Cris. Chaos. Urgency. Demands. Anxiety and fear. Social change.
There's been so much, lately... and while I unapologetically let myself wander into flow-zones and creative bliss and write into inspired mindscapes, I work - daily - in public service. My career has been in the study, tending, and serving of humanity since I was young.
And the two greatest gifts that working in service of others can give - are perspective and empathy.
And I love what it does for my writing, I love the deeper dive it gives me, into humanity. I love the widening lens I have on myself, my relationships, my life, as I learn more about human behavior. But I've also become better and more adept at crisis management, in times of trouble - and more precisely, communication during crisis.
Energy can rage high during times of crisis, and we've been hit with crisis after crisis, lately. The fear, pain, grief, and tension all come to a head over wrongdoing, inequality, unfairness, crime, acts of hate, personal loss, environmental devastation, petty disagreements, perceived hurt, lasting uncertainty, you name it.
It's so easy to get swept up in the fear - and it can distort the way that we communicate, even when our intentions are good and just. It's easy to react with anger. It's harder to respond with compassion. It's a practice, and a worthy one. Anyone that works in service - at any level - ought to be practiced in responding with awareness, compassion, and a calm-assertive mindset.

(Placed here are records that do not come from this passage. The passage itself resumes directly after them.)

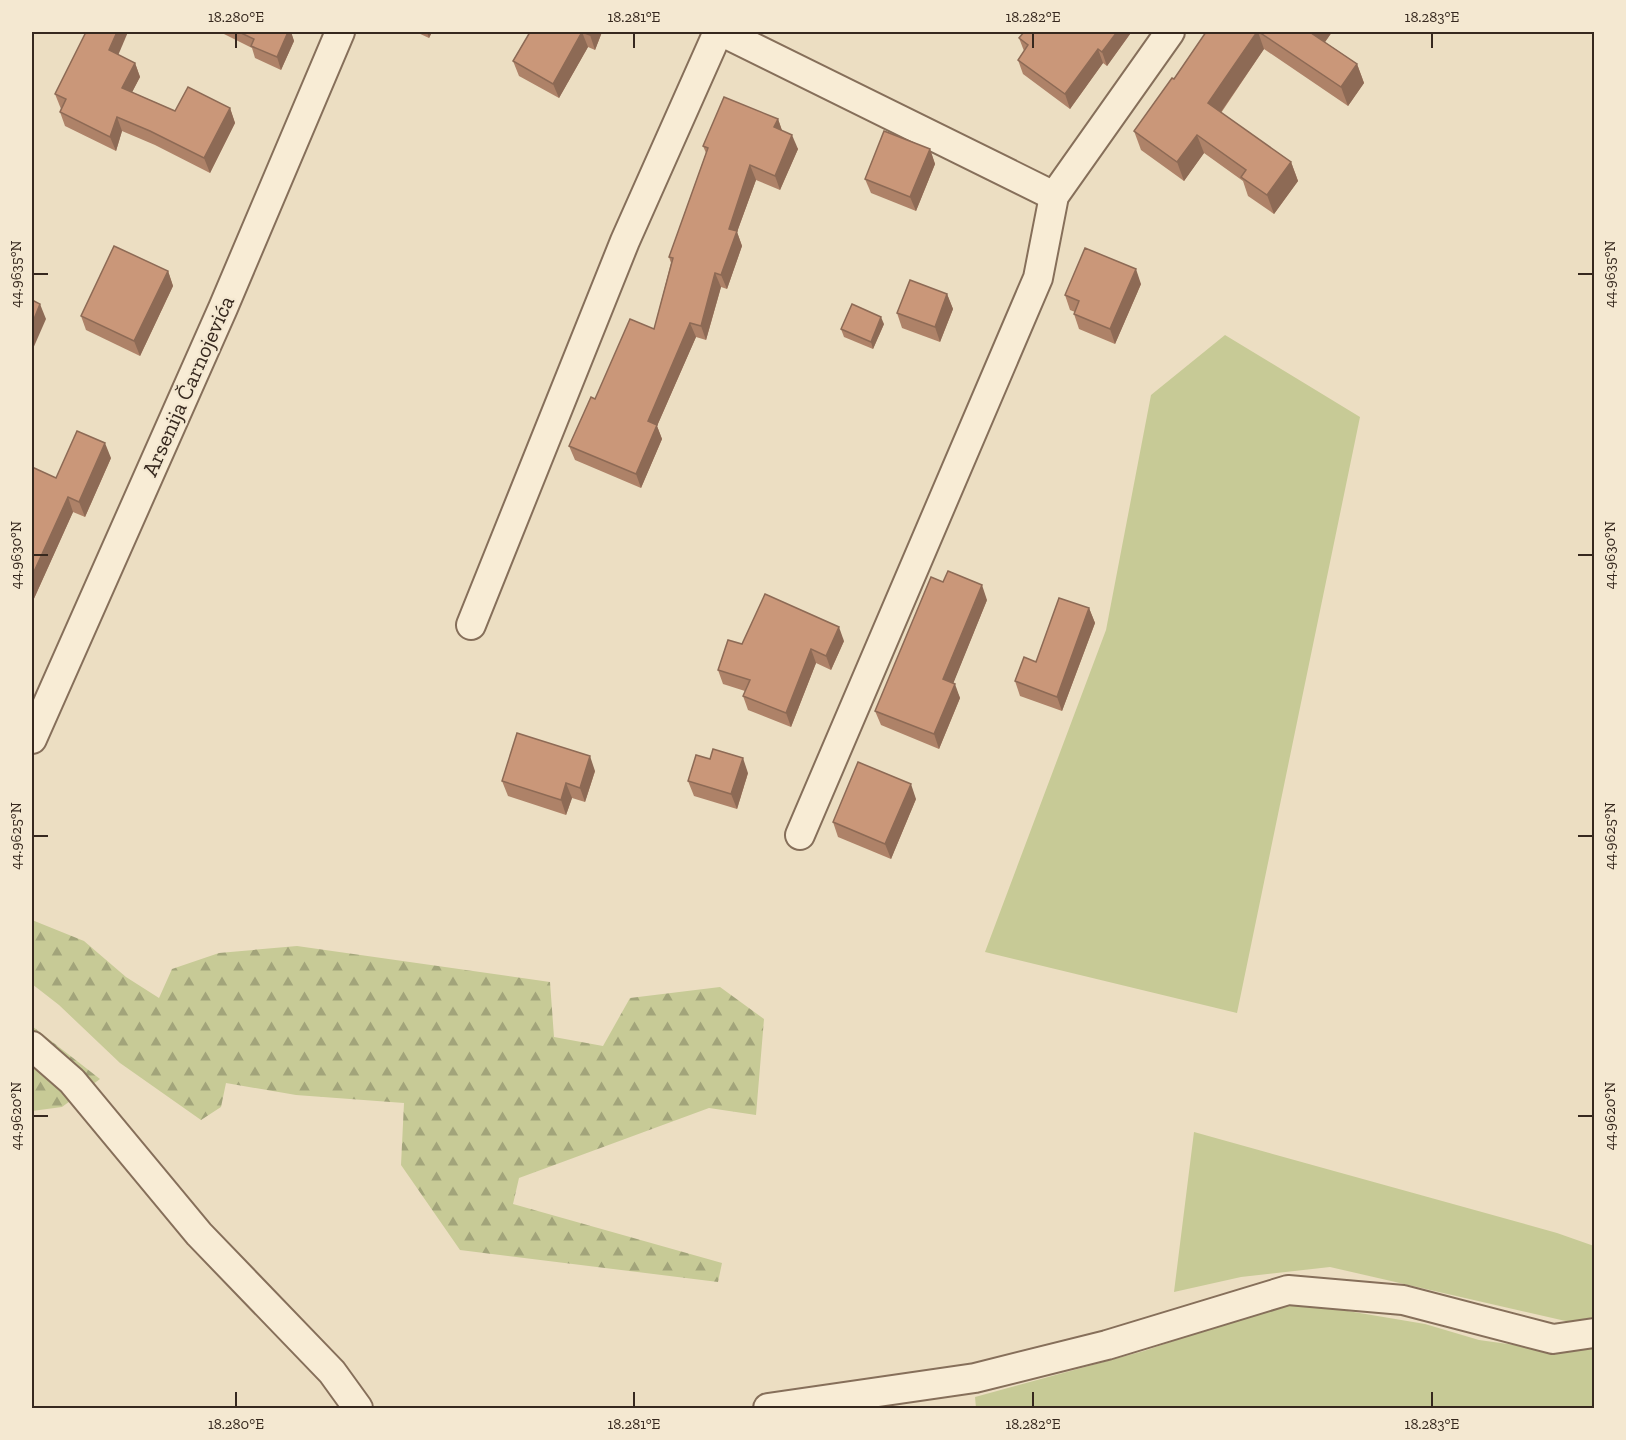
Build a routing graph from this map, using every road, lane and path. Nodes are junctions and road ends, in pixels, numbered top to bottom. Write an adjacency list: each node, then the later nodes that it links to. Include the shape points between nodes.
1 (340, 32): 6 (street, Arsenija Čarnojevića)
2 (720, 32): 4 (street); 5 (street, via 625,241)
3 (1170, 32): 4 (street)
4 (1054, 196): 7 (street, via 1038,278)
5 (471, 625)
6 (32, 739)
7 (800, 835)
8 (32, 1046): 10 (street, via 72,1081 199,1234 332,1372)
9 (1594, 1333): 11 (street, via 1553,1339 1403,1300 1288,1290 1107,1345 975,1378)
10 (358, 1408)
11 (768, 1408)

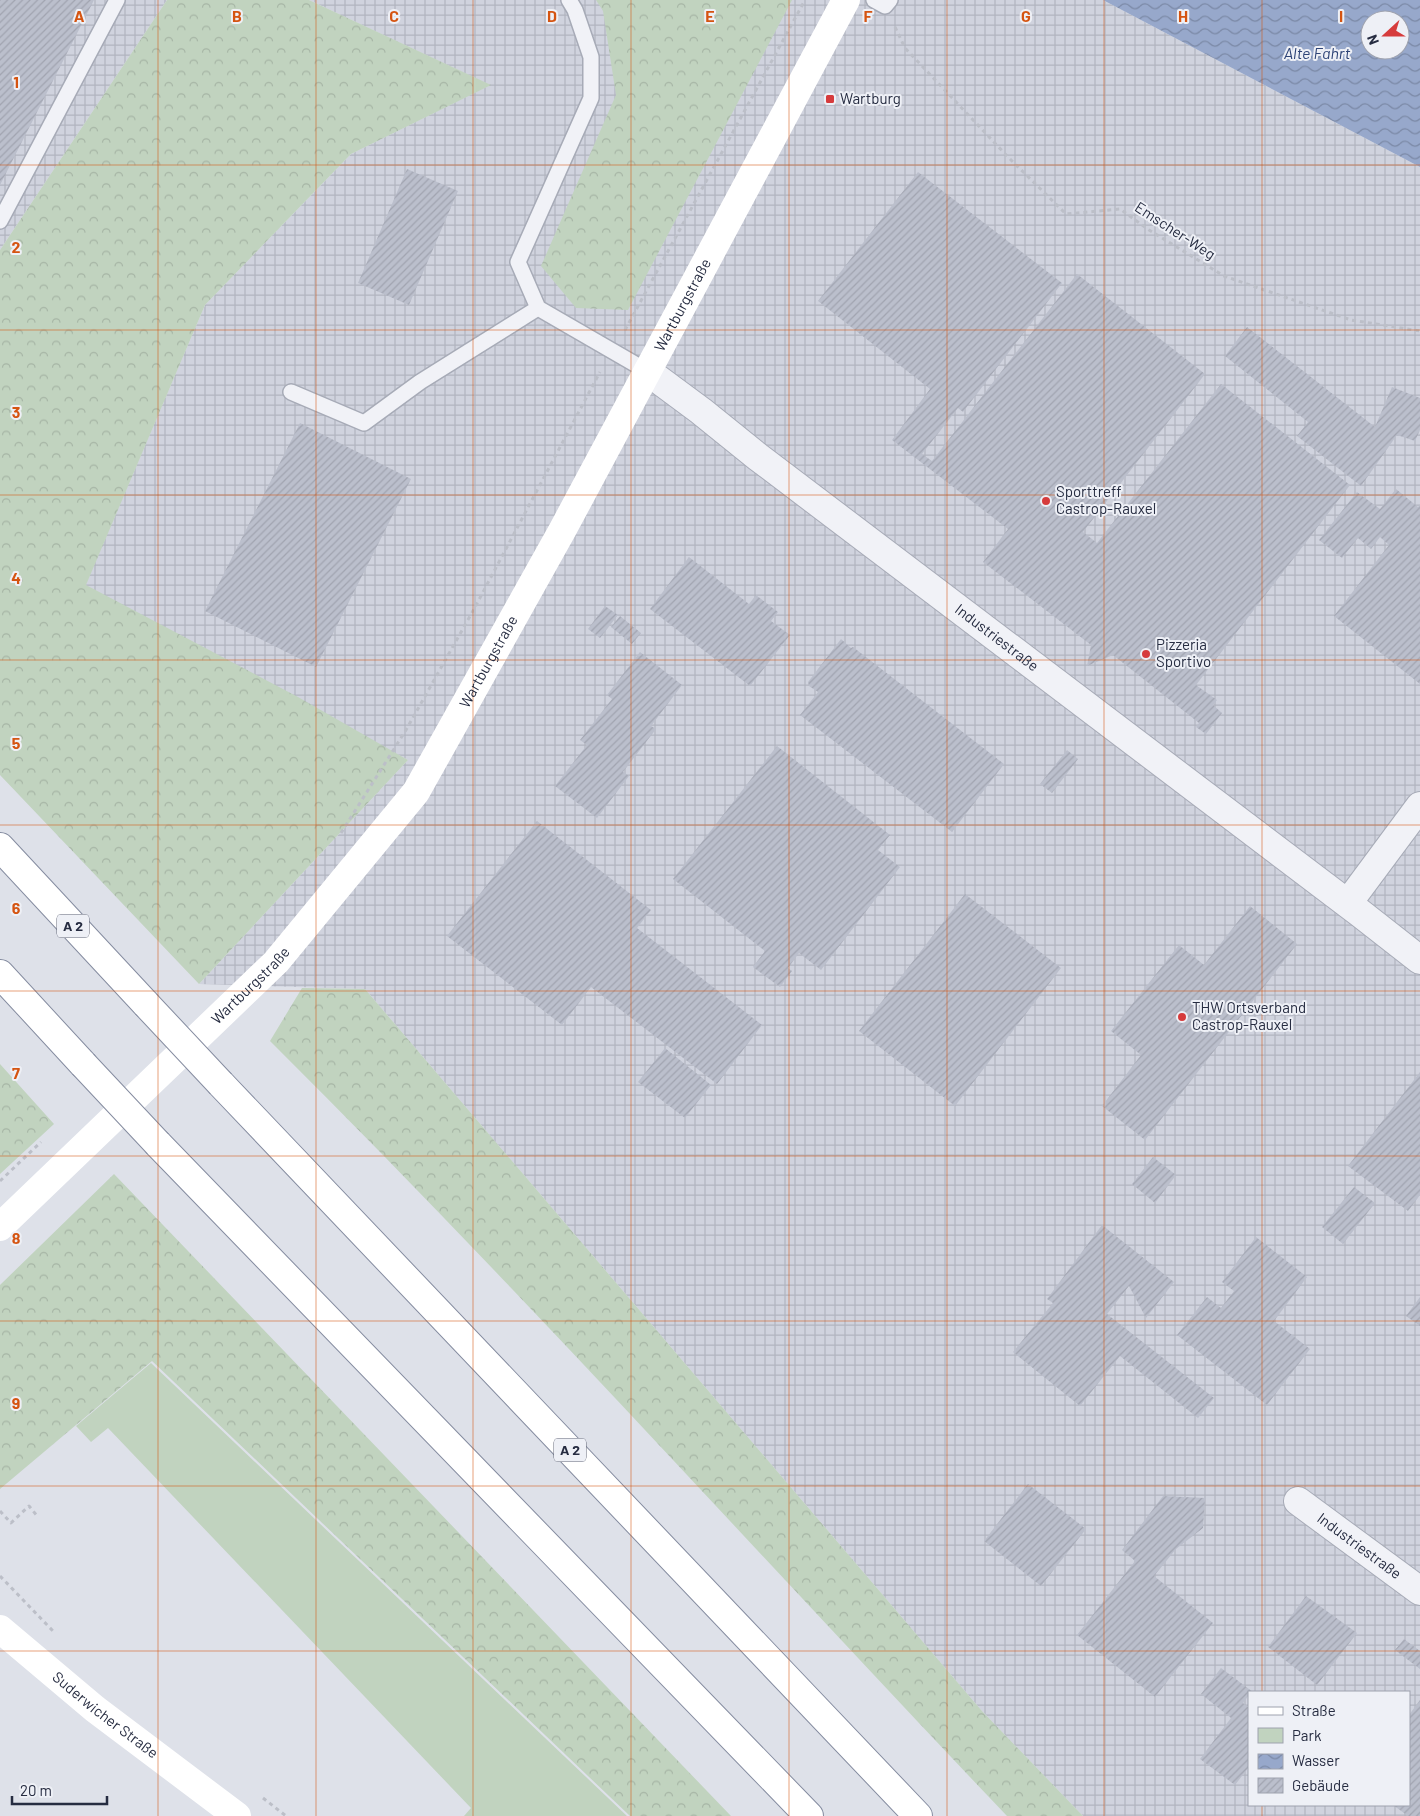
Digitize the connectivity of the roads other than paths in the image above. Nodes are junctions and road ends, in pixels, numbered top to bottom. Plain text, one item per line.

Confronting someone from a place of grounded awareness is often uncomfortable. It's tempting to shout and rage and blame, though it comes with regret and a handful of misjudgments and mistakes and even unintended harm, sometimes.
We've all been there, in our personal and working lives - there comes a time when we all must speak up.
Personal situations put us in the center of confrontation so often in our lives: it comes up when we have to share sad news, like an unexpected health crisis or the loss of a loved one. It comes up when there is a betrayal of confidence, or a wicked misunderstanding. It comes up when we grow and want more for ourselves - and we need to voice it. It comes up when we have to speak out against something immoral that we witness.
As we journey through life, opportunities to practice confrontation pop up constantly. The minor ones come and go, easily:
But it's the big ones that shake us and make us uneasy - it's the ones we don't like to think about. The confrontations that may cause change.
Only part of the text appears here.